On GitHub, the HTML representation is unable to render, please try loading this page with nbviewer.org.
Pipeline(steps=[('featureEngineering', <__main__.featureEngineeringStage object at 0x0000022DD51478B0>), ('model', LogisticRegression())])
<__main__.featureEngineeringStage object at 0x0000022DD51478B0>
LogisticRegression()
Save the trained pipeline:
pickle.dump(pipe, open("pipeline/binary_classification_tabular_credit_loan/binary_classification_pipeline_credit_risk_sklearn.pipeline.Pipeline.sav", "wb+"))
X_test = pickle.load(open('./data/pickle_pandas_mock_binary_classification_pipeline_credit_risk_testing.sav','rb'))
y_test = pickle.load(open('./data/pickle_pandas_mock_binary_classification_pipeline_credit_risk_ytest.sav','rb'))
y_pred_lr = pipe.predict(X_test)
score = f1_score(y_pred_lr, y_test)
training_score = cross_val_score(pipe, X_train, y_train, cv=5)
print("Accuracy: %0.2f(+/- %0.2f)" % (training_score.mean(), training_score.std() * 2))
print("F1 Score: %0.2f" % (score))
Accuracy: 0.54(+/- 0.01) F1 Score: 0.00
To test pipeline models with AI Verify, prepare a model folder containing:
- A python file containing the class files that is used in the pipeline (i.e.featureEngineeringStage in this example).
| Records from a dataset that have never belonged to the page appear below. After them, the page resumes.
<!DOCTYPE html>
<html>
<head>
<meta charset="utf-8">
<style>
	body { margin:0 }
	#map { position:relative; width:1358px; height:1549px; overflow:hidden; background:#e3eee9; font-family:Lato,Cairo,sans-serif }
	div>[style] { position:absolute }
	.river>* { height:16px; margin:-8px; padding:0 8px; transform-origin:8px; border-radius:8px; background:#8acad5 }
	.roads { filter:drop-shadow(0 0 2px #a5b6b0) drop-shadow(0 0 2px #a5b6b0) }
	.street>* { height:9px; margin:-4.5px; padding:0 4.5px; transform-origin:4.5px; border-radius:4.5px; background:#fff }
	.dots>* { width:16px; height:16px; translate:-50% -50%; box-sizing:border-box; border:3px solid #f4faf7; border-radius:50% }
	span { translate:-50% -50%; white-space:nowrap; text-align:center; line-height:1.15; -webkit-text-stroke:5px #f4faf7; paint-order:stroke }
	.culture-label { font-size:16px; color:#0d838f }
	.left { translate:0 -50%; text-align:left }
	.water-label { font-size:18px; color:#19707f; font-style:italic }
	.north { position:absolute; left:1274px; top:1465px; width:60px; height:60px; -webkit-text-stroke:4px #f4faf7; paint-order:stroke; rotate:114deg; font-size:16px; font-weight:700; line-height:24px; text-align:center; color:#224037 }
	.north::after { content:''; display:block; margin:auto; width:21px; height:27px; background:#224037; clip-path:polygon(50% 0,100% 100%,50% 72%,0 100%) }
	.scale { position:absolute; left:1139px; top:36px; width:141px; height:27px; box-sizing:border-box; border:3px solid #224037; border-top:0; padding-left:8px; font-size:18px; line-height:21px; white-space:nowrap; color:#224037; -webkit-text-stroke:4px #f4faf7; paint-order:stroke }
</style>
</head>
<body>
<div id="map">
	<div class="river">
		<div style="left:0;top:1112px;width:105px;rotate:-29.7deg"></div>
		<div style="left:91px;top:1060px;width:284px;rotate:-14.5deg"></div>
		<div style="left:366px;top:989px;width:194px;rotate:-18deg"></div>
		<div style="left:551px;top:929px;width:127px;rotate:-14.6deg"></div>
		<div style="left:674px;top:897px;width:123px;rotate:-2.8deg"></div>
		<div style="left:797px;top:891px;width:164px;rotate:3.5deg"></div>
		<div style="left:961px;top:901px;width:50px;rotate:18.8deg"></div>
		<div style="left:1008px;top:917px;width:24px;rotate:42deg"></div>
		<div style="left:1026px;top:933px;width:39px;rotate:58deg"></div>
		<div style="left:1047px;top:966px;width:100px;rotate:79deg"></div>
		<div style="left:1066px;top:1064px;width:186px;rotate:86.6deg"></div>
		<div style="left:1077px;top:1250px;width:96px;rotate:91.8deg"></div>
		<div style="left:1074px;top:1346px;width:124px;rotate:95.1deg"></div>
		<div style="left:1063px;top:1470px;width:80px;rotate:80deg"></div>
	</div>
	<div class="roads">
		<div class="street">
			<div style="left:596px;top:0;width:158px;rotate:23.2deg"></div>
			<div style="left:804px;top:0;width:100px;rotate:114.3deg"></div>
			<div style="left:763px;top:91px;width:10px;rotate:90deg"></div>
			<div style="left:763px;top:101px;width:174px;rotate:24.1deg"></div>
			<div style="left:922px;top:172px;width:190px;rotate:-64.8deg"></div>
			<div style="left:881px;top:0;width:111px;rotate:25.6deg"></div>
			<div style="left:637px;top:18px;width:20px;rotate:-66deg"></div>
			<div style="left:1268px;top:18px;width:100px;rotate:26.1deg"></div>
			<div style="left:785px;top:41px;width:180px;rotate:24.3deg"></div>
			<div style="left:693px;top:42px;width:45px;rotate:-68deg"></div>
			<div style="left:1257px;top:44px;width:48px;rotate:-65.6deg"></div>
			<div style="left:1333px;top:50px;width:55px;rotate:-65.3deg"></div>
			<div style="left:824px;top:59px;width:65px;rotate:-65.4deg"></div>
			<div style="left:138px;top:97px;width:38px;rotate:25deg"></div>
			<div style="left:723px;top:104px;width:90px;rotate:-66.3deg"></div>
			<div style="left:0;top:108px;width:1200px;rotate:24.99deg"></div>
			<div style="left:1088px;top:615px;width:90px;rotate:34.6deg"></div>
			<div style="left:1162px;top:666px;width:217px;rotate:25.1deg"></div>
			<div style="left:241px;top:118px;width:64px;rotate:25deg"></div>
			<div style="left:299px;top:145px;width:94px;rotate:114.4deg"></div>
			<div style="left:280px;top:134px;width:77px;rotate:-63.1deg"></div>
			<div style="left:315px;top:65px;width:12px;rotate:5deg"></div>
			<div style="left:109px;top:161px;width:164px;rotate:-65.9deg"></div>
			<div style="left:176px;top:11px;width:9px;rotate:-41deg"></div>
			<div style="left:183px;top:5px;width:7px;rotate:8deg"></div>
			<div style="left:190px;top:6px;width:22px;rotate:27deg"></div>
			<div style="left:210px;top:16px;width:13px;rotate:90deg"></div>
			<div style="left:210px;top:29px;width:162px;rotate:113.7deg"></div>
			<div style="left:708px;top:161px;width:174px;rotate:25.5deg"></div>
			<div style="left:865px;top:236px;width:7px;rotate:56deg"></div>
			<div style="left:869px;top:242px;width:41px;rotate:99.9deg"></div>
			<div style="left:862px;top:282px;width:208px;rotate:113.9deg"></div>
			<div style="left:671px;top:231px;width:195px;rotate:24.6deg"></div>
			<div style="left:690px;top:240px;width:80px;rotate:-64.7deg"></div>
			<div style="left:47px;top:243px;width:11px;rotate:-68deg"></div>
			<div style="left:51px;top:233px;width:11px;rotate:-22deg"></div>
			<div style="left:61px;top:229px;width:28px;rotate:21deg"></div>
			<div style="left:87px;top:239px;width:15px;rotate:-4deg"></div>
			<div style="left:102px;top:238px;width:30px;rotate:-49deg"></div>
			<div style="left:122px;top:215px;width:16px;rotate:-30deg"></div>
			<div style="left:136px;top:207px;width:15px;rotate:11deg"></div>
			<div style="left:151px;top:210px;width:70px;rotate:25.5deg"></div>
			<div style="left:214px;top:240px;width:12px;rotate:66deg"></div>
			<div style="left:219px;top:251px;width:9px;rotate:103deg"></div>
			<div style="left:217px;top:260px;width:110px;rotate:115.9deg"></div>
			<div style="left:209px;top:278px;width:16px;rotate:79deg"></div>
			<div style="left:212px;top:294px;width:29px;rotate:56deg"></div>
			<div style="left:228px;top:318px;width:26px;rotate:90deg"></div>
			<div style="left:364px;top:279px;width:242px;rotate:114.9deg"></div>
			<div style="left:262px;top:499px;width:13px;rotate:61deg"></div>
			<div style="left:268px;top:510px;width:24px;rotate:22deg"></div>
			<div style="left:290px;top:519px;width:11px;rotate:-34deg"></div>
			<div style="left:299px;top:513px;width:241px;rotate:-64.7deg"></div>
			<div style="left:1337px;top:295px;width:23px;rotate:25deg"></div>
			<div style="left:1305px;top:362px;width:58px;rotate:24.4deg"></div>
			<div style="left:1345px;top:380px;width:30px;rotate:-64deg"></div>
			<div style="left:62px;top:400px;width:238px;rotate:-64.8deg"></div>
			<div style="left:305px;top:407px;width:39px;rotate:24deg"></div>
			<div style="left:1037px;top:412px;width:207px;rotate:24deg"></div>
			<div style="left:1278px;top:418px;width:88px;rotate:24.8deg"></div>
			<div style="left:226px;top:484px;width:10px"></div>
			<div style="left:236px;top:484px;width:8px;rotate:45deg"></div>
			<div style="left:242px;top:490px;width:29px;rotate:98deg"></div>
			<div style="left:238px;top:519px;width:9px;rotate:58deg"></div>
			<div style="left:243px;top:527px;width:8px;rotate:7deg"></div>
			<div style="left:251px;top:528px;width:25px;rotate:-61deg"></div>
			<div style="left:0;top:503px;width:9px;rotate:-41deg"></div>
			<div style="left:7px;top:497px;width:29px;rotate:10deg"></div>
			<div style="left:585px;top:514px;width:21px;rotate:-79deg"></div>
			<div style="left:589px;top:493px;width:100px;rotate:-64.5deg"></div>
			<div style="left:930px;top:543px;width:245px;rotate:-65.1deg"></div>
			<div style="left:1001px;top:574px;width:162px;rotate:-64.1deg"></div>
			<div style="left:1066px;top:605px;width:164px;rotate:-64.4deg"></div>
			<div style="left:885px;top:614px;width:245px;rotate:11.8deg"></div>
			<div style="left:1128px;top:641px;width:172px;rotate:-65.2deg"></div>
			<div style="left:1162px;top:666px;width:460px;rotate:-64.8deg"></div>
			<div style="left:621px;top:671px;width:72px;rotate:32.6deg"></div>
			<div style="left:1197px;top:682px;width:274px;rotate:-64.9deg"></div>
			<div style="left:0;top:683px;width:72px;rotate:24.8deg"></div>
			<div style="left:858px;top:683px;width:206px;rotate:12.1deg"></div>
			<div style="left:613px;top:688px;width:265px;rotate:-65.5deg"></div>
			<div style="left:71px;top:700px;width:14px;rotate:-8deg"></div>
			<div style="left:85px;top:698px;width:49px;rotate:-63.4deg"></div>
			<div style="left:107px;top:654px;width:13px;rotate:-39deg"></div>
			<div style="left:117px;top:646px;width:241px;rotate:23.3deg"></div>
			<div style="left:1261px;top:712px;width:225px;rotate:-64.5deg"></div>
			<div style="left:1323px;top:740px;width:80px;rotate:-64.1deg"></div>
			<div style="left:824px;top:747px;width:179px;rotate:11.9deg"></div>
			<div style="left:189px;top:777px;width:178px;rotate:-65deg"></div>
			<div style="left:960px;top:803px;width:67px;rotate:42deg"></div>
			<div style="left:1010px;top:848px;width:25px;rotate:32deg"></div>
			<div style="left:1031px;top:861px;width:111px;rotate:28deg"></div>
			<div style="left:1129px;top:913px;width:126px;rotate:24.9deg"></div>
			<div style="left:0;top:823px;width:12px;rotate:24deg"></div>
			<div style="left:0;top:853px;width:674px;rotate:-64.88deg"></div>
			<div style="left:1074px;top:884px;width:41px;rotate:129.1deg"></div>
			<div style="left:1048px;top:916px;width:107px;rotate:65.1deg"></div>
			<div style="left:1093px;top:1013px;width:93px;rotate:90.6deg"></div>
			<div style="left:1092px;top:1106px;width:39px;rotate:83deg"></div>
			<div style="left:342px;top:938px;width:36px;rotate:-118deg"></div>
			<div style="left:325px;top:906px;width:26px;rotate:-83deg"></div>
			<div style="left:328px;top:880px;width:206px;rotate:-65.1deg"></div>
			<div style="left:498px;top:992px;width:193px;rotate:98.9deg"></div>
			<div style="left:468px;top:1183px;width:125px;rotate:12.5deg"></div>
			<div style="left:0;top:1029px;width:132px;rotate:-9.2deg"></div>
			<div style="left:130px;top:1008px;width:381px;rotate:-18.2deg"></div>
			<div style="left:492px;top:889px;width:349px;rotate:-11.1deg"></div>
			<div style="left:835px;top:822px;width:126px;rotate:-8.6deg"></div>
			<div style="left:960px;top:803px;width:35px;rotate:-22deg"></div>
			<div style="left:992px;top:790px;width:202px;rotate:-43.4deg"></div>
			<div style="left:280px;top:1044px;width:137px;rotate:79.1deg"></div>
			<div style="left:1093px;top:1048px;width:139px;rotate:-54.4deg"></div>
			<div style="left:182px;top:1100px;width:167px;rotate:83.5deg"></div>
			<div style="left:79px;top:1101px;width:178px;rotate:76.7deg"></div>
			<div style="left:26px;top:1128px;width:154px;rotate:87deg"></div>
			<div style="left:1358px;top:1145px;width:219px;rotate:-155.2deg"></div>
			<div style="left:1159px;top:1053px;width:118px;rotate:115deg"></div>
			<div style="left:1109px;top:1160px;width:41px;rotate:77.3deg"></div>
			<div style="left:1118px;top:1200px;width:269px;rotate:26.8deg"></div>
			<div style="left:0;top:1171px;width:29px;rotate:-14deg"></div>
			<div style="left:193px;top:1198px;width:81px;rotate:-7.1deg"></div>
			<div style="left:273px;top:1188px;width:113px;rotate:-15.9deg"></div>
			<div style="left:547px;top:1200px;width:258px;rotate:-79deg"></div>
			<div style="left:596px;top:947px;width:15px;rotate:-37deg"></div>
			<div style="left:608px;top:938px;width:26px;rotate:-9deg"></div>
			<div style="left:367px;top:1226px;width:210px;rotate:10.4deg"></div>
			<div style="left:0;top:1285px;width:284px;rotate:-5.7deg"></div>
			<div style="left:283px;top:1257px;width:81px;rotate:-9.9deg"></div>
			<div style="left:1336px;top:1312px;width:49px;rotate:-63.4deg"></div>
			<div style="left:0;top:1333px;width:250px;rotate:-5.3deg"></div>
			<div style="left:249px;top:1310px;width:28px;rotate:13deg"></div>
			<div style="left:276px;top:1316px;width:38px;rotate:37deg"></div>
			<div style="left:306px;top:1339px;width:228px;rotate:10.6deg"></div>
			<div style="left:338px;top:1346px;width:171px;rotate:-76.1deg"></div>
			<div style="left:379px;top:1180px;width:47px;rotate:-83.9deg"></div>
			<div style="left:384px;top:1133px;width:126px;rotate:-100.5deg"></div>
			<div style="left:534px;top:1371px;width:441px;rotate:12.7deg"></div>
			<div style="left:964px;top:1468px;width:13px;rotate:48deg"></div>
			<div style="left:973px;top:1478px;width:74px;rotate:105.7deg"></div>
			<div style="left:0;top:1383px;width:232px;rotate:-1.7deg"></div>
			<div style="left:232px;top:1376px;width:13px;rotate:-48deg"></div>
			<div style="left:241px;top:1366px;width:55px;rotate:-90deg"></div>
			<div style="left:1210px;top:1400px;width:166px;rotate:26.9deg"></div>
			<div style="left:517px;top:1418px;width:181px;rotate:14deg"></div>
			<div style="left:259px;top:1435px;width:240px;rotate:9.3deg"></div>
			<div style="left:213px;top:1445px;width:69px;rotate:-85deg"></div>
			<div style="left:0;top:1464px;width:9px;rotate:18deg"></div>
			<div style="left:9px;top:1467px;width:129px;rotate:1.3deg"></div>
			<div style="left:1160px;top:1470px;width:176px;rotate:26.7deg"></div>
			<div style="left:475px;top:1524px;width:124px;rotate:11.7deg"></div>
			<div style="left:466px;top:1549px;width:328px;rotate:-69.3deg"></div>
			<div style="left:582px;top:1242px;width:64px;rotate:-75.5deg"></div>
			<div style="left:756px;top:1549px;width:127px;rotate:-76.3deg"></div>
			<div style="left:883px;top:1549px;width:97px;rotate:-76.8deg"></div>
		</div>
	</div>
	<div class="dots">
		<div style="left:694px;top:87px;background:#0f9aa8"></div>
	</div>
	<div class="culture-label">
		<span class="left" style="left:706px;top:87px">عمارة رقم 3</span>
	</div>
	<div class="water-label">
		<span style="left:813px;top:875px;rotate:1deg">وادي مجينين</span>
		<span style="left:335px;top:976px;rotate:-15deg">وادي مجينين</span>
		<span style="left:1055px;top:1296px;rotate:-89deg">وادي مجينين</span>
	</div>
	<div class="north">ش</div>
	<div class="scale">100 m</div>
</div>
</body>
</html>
Tip: Remember to include the relevant library imports.
- The trained pipeline file (i.e. 'binary_classification_pipeline_credit_risk_sklearn.pipeline.Pipeline.sav' in this example)
An example of a pipeline model folder structure:
└── binary_classification_tabular_credit_loan
├── binary_classification_pipeline_credit_risk_sklearn.pipeline.Pipeline.sav
└── creditCustomClass.py
For the above example, users may upload the following for testing:
- Data: 'data/pickle_pandas_mock_binary_classification_pipeline_credit_risk_testing.sav'
- Ground Truth Dataset: 'data/pickle_pandas_mock_binary_classification_pipeline_credit_risk_ytest.sav' ; Select Ground Truth :
default
- Model: 'pipeline/binary_classification_tabular_credit_loan' ; Note that the model should be uploaded as a folder as it is a pipeline.